Repairing a dripping tap is generally a very simple job and one that anyone can do as long as they apply a little common sense. This guide covers replacing the washer in a fairly standard tap design, the pillar tap, and gives a little other advice as well. Mixer taps, where there are two taps, are a little different but the general principal is the same except you normally have to remove the plastic handle (this bit you turn) first to get at the valve. To remove the handle you normally have to lever off a cover to expose a screw which holds it in place.

The first thing to do is turn off the water supply. If you are really lucky you will have isolating valves under the taps which will isolate the tap or room. If you are unlucky you will have to turn off the water at the main stopcock. In this guide I am fixing the hot taps so I only need to turn off the hot water. Locate the hot water stopcock (probably in the airing cupboard) and turn clockwise until it stops. Don't force it or you may break the valve.

If you live in a hard water area and you don't work your stopcocks two or three times a year chances are it is jammed. Ours hadn't been turned for 10 years I would guess and jammed about 90% of the way closed. If this happens don't force the tap. Apply a good squirt of WD40 or other penetrating oil and wait for 10 to 15 minutes and try again. If it moves and then sticks again repeat the oiling. Some taps, unfortunately, just get jammed open and there is not much you can do about it and it is a much more difficult job to replace them.

The tap I am repairing here is a particularly simple pillar style tap as it doesn't have a cover like most so the nuts are easily accessible. There are two nuts that can be undone. The one we are currently interested in is that main valve nut marked A the nut marked B is the gland nut and at present we aren't interested in this one (I have actually undone both in the photo but you only need undo A).

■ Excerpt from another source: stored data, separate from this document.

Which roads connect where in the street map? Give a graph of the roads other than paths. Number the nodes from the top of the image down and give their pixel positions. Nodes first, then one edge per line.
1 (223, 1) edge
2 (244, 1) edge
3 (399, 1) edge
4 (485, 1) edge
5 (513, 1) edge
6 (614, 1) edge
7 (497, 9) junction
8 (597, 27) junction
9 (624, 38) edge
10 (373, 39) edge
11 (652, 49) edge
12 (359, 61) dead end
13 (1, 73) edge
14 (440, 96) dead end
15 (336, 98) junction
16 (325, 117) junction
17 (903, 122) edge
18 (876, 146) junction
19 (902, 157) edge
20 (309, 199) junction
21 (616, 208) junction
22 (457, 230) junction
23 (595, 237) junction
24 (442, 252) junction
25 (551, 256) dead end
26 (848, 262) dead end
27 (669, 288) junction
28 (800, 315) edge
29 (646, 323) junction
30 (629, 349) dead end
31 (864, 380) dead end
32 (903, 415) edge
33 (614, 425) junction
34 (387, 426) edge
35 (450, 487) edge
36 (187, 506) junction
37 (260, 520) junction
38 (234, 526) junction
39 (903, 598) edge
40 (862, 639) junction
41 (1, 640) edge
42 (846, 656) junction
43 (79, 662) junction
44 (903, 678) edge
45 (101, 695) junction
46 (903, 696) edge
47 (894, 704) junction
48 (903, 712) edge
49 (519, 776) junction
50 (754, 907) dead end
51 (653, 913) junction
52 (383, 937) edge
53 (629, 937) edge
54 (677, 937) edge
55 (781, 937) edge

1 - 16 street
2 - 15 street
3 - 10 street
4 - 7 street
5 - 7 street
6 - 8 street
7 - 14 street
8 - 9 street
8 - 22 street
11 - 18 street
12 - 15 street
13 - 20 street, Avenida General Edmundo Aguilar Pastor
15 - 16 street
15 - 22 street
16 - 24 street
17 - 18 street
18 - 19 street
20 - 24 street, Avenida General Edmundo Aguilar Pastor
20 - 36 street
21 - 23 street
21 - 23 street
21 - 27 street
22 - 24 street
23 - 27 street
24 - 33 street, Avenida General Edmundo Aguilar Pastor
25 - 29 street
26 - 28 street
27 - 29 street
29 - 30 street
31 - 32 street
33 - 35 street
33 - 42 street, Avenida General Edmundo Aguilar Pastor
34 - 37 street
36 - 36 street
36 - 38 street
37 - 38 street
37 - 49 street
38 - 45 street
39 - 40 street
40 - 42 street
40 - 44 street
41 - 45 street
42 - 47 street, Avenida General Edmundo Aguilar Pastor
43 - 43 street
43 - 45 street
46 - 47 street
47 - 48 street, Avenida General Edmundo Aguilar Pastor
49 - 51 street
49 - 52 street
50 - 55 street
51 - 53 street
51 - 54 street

If you have tap like the one shown with the main valve nut on display you probably want to protect it when you remove it. The best way to do this is to slide a cloth in between the nut and the spanner as shown in the photo below. It makes undoing the nut (and tightening it again) a bit more awkward but it does prevent scratches.

Notice that I am holding onto the spout of the tap while I am undoing it. It is important that you do this or there is a danger you will turn the body of the tap rather than the nut. This can lead to all sorts of problems not least leaks in the pipe work under the skin / bath and a cracked basin.

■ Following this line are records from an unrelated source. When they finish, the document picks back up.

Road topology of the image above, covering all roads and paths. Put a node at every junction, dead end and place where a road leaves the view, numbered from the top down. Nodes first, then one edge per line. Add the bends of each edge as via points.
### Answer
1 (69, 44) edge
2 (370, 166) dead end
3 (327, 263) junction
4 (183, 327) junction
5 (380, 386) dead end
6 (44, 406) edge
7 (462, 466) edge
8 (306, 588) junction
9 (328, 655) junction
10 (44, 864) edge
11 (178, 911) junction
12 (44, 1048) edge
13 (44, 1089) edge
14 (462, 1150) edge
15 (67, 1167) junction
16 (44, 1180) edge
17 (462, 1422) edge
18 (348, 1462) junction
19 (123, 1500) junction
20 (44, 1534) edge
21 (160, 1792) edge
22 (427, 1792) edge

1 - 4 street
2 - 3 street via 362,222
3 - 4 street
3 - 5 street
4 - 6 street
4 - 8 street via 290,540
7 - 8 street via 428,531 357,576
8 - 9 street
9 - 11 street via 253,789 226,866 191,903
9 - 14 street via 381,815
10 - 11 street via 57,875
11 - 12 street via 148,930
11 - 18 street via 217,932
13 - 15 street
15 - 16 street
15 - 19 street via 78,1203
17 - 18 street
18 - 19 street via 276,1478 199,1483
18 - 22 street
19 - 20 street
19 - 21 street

Now there the valve is out check the washer. If it looks old and squashed and a bit rough then there is every likelihood that it is the cause of the leak. If it looks in tip top condition then the leak may be caused by damage to the valve seat which is the bit in the tap body that the washer presses on to. The valve seat is shown in the out of focus photo below. This is looking straight down into the tap. The seat should be shiny, smooth and free from scratches. Scratches are caused by little bits of lime scale that get trapped between the washer and the seat and grind away at it. If the seat is damaged it needs to be reground which is not a difficult job.

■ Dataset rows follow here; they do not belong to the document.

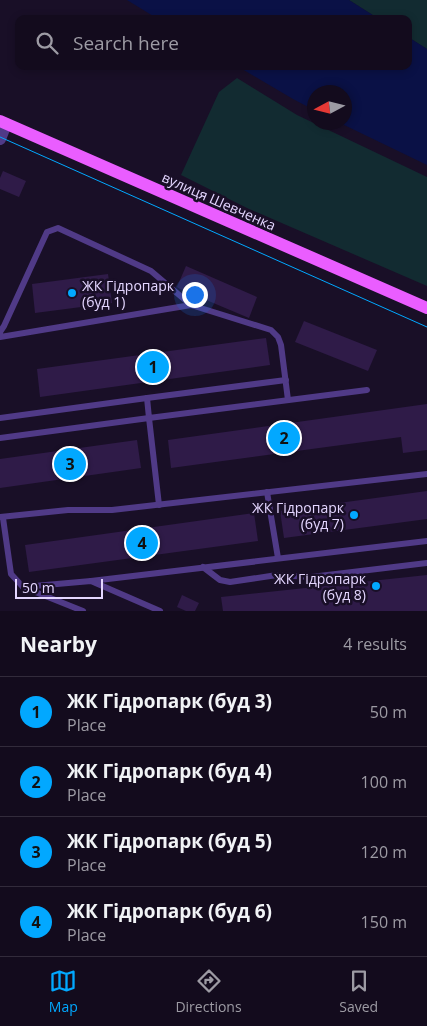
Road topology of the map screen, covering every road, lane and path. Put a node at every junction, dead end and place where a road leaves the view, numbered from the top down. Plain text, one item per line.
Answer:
1 (3, 123) edge
2 (0, 140) edge
3 (191, 305) junction
4 (427, 308) edge
5 (0, 332) edge
6 (0, 337) edge
7 (286, 380) junction
8 (367, 390) dead end
9 (147, 398) junction
10 (288, 400) junction
11 (0, 418) edge
12 (149, 418) junction
13 (0, 438) edge
14 (427, 474) edge
15 (267, 492) junction
16 (159, 505) junction
17 (2, 518) edge
18 (427, 540) edge
19 (278, 558) junction
20 (427, 563) edge
21 (203, 567) junction
22 (90, 581) junction
23 (23, 587) junction
24 (83, 611) edge
25 (160, 611) edge

1 - 2 street
1 - 4 main road, вулиця Шевченка
3 - 5 lane
3 - 6 lane
3 - 7 lane
7 - 9 lane
7 - 10 lane
8 - 10 lane
9 - 11 lane
9 - 12 lane
10 - 12 lane
12 - 13 lane
12 - 16 lane
14 - 15 lane
15 - 16 lane
15 - 19 lane
16 - 17 lane
17 - 23 lane
18 - 19 lane
19 - 21 lane
20 - 21 lane
21 - 22 lane
22 - 23 lane
22 - 25 lane
23 - 24 lane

Since washers are very cheap it is worth replacing it even if it looks fine. The picture below shows a newly replaced washer. Washers are held on in one of two ways. Either by a small nut (which is invariably stuck due to lime scale) or a fixed pin. I'm not sure which is worse. If you can get the nut free replacing the washer is trivial if the nut is stuck though it's really hard. The pin system on the other hand might have less to go wrong but replacing the washer can be a challenge. The problem is that in order to hold the washer tightly the hole in the centre of the washer appears to be to small to go over the pin. The best advice I can offer is get someone strong in to help you and put some soap on the pin. I ended up using two grips to force the washer over the pin.

Now that the washer is replaced its time to reassemble the parts. Grab your spanner and set to work. Don't forget to hold onto the spout of the tap while tightening the valve. Once the valve is tight and the tap is in place turn on the water supply again. I suggest that at first you turn it on just a quarter or half turn and then go and check for leaks. If you don't see any turn it on full and then back half a turn. The half turn closed helps stop the stopcock from freezing (sticking).